### ASSIGNMENT
Lines with the string "joint" in the data below: report how many there are, and write nothing but the number.

[DATA UNDER STUDY Boundary: Start]

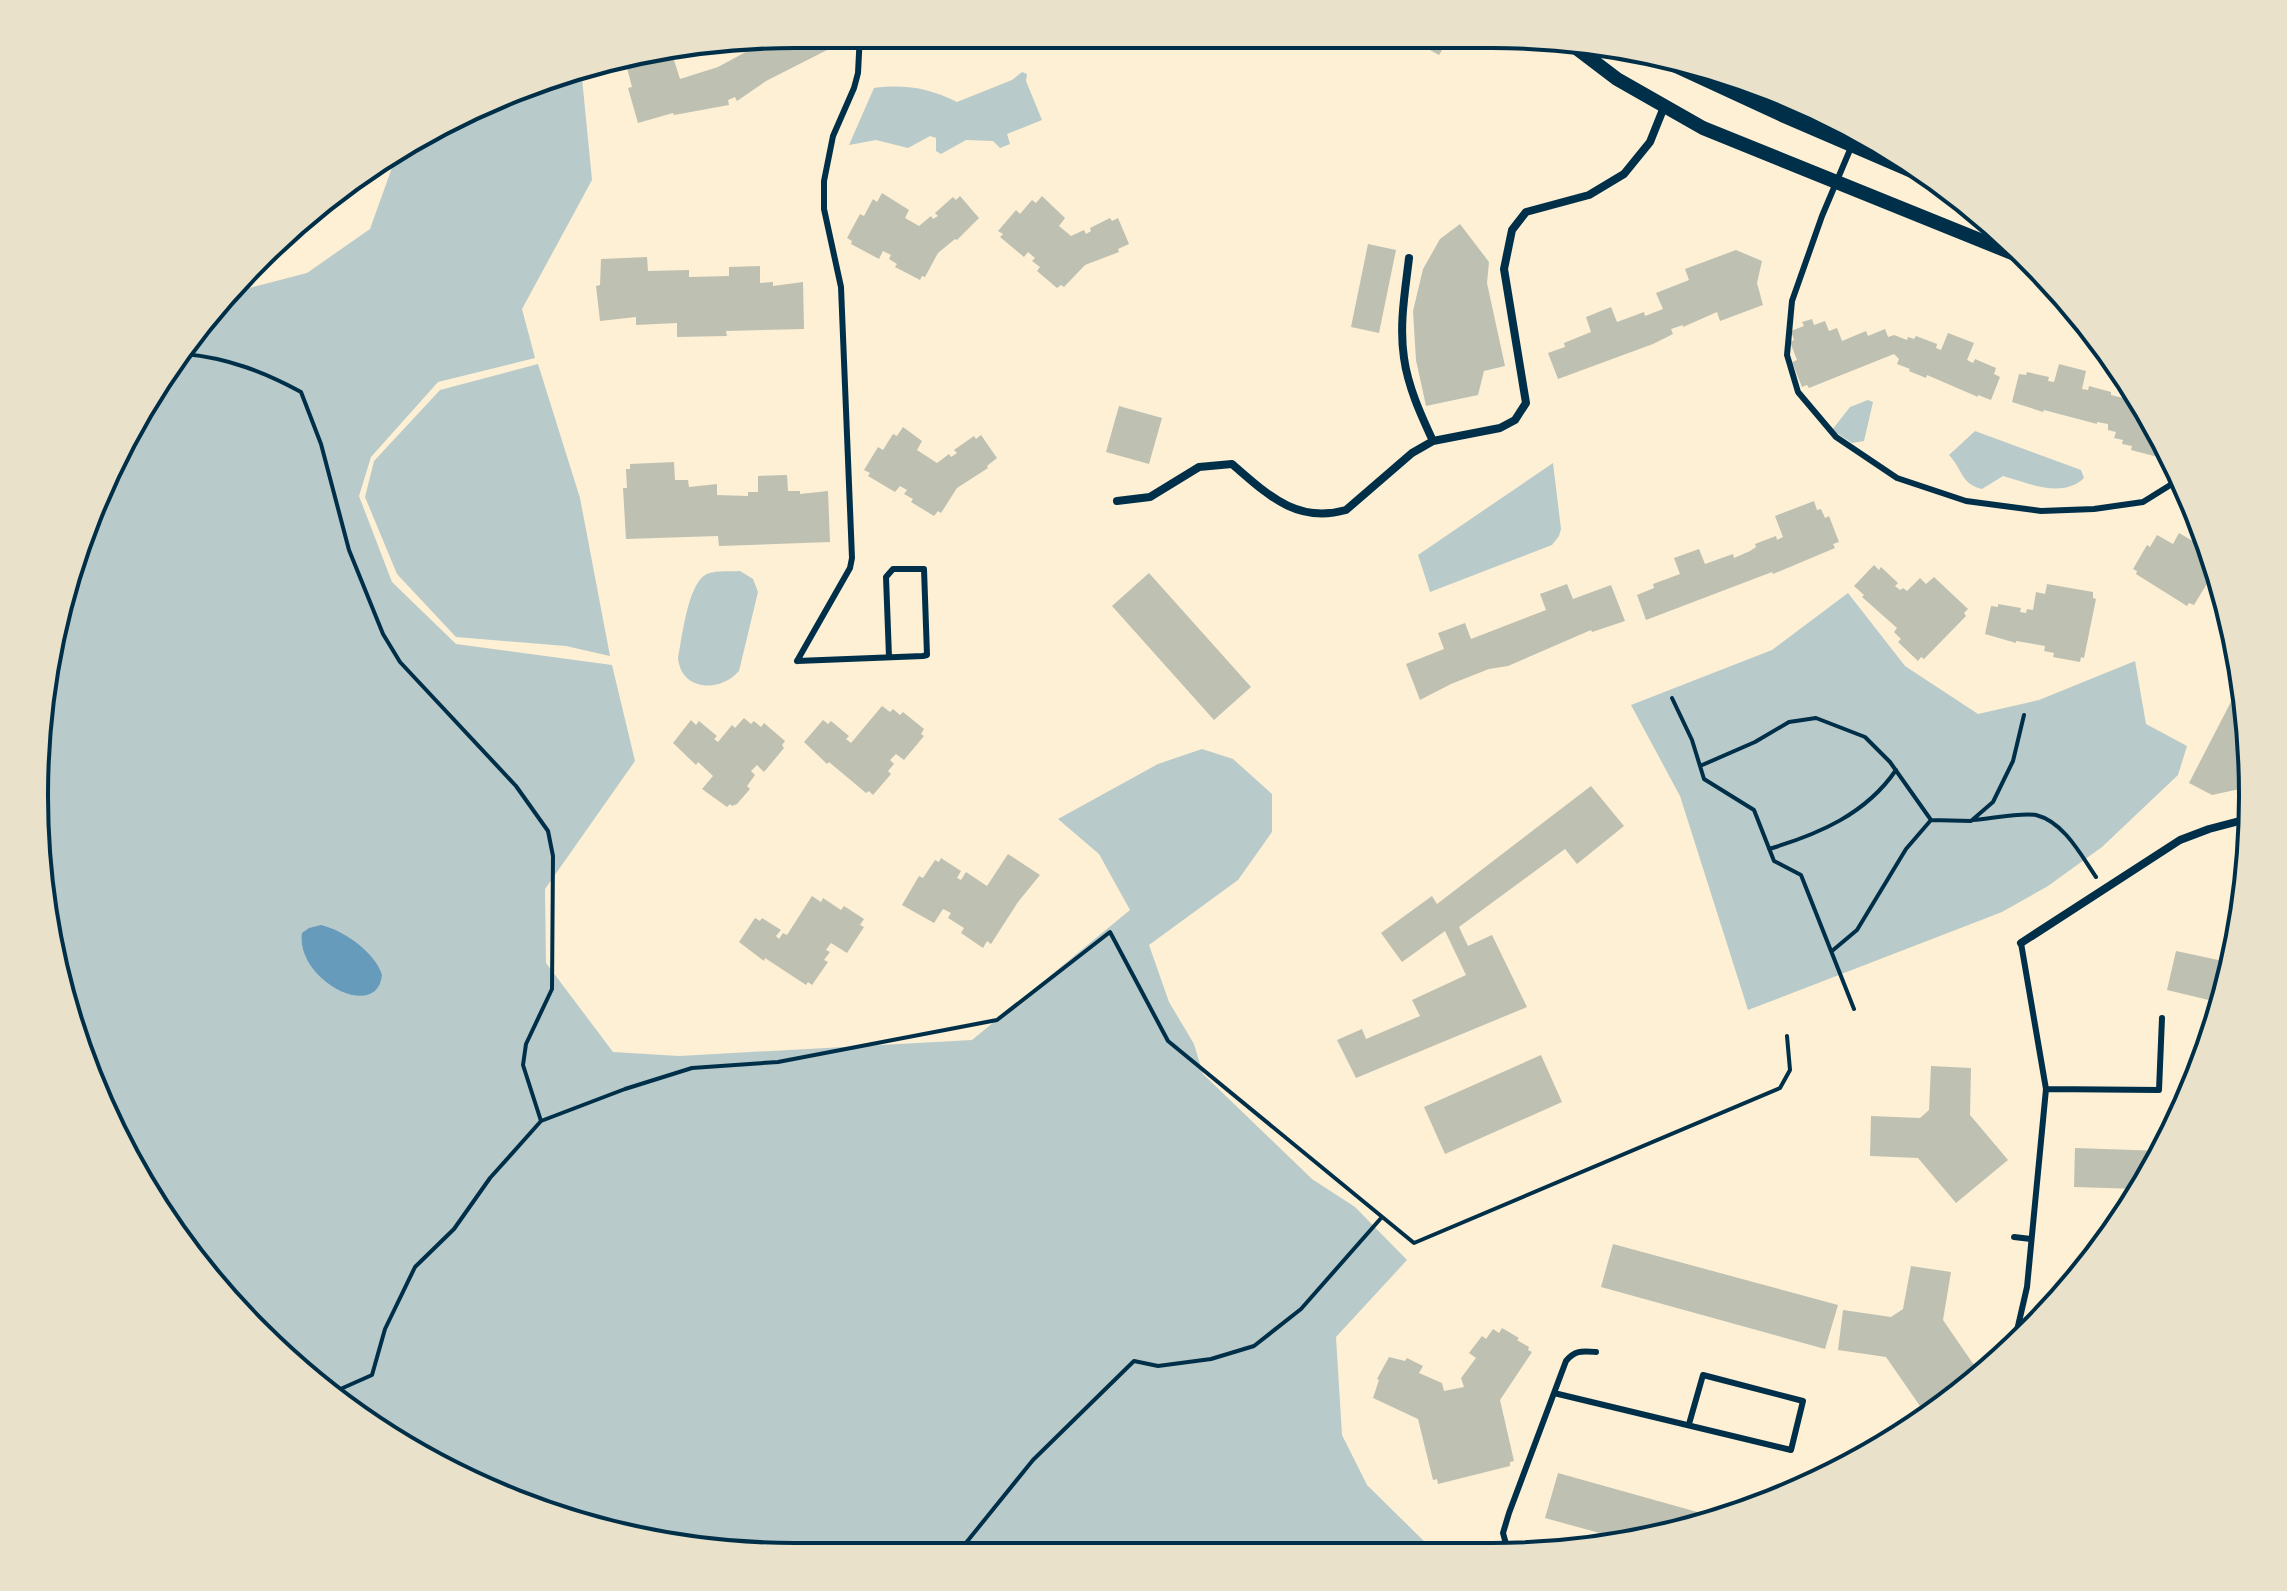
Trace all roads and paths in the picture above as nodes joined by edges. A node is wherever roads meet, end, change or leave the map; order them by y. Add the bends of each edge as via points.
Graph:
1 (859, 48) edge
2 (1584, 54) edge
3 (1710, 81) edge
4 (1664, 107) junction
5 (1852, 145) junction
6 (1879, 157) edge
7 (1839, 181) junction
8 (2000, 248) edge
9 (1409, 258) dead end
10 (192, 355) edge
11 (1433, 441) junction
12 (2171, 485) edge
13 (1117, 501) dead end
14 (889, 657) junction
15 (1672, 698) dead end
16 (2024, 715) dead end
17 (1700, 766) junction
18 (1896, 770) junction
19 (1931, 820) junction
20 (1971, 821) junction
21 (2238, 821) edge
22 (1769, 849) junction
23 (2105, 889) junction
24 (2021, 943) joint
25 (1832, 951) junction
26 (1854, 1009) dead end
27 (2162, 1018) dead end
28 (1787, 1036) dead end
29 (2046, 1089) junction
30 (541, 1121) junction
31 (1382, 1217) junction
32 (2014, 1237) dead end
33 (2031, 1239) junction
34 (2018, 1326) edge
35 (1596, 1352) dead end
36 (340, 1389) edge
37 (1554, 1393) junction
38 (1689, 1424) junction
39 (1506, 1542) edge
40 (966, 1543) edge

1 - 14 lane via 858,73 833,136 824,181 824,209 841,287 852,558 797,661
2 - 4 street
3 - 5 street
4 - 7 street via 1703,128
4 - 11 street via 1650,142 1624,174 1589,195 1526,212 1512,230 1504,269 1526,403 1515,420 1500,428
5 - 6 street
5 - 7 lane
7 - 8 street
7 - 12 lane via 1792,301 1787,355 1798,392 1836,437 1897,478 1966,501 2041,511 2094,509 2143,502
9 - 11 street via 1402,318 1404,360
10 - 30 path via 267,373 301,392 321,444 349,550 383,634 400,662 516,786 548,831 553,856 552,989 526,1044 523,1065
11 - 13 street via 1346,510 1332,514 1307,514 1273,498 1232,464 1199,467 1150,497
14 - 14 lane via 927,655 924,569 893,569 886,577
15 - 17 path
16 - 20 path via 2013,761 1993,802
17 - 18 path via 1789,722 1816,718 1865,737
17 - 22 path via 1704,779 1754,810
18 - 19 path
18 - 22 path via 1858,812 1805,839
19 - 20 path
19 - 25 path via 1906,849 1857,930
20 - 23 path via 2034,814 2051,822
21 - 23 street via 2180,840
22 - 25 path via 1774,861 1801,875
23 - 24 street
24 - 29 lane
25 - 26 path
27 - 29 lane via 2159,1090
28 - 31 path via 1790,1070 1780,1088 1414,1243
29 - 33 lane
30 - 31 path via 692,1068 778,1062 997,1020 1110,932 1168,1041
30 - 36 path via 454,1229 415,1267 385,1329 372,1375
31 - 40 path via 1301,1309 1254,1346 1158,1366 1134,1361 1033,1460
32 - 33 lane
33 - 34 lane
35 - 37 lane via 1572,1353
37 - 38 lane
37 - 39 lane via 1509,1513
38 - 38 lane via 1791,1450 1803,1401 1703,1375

[DATA UNDER STUDY Boundary: End]
[DATA UNDER STUDY Boundary: Start]

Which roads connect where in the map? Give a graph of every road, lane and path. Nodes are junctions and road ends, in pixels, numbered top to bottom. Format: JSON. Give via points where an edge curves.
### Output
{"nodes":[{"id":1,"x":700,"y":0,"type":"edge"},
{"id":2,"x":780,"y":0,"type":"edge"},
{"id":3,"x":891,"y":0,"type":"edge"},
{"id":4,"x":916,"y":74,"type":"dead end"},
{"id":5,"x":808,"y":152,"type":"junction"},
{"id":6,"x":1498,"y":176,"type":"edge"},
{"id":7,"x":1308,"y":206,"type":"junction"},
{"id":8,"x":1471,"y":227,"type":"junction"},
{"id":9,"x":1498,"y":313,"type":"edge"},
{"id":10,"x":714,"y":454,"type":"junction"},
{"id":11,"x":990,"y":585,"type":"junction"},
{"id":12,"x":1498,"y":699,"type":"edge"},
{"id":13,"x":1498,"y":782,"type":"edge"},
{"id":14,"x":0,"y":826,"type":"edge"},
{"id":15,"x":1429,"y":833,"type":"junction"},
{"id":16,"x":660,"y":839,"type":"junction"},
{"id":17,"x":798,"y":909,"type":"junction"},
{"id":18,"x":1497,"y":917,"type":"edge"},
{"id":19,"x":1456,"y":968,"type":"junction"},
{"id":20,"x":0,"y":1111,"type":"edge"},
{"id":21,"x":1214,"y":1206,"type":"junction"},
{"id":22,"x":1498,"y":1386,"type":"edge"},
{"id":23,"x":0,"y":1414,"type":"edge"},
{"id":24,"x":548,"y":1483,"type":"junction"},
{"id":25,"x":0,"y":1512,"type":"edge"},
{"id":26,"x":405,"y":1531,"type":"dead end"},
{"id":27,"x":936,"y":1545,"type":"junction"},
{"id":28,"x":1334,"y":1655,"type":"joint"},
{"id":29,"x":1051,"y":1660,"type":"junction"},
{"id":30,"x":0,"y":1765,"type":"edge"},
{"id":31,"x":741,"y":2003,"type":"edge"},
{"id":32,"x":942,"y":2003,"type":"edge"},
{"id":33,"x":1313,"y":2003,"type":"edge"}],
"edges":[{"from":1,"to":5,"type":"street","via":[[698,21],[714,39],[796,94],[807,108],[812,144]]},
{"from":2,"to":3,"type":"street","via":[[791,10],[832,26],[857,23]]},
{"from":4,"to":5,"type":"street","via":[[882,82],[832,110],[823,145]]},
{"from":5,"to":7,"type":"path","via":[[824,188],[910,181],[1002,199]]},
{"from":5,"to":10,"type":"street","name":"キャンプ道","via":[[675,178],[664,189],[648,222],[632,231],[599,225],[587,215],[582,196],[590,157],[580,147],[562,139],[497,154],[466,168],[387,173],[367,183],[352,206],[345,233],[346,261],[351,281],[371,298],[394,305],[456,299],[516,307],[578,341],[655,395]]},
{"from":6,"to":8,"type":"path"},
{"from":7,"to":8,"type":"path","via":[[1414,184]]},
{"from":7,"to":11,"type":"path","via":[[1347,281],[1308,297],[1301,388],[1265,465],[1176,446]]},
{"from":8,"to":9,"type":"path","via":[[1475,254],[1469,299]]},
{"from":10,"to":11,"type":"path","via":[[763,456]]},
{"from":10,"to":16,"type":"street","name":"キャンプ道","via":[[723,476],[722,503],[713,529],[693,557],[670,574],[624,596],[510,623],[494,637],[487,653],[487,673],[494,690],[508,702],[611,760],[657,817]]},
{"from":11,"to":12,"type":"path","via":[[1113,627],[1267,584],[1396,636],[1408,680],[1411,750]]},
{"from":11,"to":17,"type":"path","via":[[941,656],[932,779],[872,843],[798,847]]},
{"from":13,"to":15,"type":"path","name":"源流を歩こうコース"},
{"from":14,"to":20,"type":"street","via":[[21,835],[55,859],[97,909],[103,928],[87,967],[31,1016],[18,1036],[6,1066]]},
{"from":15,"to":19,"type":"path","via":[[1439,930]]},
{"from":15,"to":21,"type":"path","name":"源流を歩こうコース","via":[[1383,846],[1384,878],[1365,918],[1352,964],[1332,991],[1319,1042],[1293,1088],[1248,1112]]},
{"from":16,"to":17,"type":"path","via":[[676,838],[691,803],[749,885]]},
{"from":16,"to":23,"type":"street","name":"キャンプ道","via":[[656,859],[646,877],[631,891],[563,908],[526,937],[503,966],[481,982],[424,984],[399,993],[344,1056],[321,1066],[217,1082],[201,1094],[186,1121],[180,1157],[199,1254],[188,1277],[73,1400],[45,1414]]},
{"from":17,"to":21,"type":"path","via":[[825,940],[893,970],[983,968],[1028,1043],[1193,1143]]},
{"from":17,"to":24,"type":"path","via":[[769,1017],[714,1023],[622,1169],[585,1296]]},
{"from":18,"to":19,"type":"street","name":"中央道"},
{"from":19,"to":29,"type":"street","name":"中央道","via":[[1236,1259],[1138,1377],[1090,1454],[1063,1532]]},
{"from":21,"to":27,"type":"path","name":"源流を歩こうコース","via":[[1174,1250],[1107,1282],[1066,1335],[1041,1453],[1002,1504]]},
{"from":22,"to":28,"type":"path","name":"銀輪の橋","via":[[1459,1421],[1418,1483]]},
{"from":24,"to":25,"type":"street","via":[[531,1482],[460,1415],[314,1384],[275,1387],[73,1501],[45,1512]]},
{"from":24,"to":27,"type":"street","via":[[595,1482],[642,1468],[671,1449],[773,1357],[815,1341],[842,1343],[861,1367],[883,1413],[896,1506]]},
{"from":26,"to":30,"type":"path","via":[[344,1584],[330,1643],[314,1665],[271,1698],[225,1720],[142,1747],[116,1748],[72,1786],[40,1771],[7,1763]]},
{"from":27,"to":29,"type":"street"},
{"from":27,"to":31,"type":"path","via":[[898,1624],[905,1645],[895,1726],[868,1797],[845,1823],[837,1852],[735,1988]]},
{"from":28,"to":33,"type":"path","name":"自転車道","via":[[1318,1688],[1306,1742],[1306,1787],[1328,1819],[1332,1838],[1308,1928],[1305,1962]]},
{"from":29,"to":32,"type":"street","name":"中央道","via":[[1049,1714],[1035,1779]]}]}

[DATA UNDER STUDY Boundary: End]

### WRITTEN ANSWER
2